For me, the primary differences in how I shoot an AR compared to a bolt gun are how I hold the rifle and trigger technique. With a bolt gun, you generally want to hold the rifle gently. With an AR, a firm hold is best. Pull the rifle into your shoulder with your support hand.

As for trigger technique, again use a firm grip with the first knuckle of your trigger finger as the contact point instead of the tip of your finger as you would with a bolt gun. Pull "through" the trigger and hold for a split second after the shot breaks. This will help you achieve full follow through which is much more important with an AR than with a bolt gun.

The rest is just practice, practice, practice.

This is interesting, I'll give it a shot, I've been using the pad of my finger.
 
Most factory built ARs are designed to be a bullet hose, not a match rifle.

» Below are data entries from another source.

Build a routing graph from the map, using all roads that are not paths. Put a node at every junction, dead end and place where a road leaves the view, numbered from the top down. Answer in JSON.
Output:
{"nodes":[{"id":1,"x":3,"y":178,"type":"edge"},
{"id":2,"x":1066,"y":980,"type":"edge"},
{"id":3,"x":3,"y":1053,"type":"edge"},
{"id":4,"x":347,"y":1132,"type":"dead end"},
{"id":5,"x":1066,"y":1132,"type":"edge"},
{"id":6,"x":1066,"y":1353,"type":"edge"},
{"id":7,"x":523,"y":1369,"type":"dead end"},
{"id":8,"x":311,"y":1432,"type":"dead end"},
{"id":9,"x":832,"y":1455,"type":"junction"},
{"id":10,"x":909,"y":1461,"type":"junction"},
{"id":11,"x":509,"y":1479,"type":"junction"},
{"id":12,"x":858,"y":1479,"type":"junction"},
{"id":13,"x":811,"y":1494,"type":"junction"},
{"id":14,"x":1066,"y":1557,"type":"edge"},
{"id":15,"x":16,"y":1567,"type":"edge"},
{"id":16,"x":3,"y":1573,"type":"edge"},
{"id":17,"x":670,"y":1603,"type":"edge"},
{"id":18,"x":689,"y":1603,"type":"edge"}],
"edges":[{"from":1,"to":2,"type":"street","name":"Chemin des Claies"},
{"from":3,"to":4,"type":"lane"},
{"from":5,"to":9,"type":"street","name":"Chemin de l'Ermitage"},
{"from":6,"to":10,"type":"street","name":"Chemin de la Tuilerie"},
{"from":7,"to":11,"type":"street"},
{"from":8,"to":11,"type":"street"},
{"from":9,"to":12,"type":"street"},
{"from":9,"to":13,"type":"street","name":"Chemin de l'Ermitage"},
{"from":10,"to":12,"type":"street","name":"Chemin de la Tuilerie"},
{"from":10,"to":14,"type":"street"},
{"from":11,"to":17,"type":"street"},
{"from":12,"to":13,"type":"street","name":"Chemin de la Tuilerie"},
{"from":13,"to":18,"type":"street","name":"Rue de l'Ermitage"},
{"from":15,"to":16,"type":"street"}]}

When you want an accurate AR it's probably going to have a barrel with a .223 Wylde chamber and be neither chrome lined nor hammer forged.

You'd know if that's what you've got.

It isn't necessarily an expensive barrel, I've heard of some Wilson Arms barrels that do very well but some of the more expensive stuff is guaranteed.

I learned to shoot with semis so it seems funny when people say they are tougher to shoot accurately, I think they are only difficult to shoot accurately when the potential of the ammo, barrel and iron sights/scope fall below your expectations.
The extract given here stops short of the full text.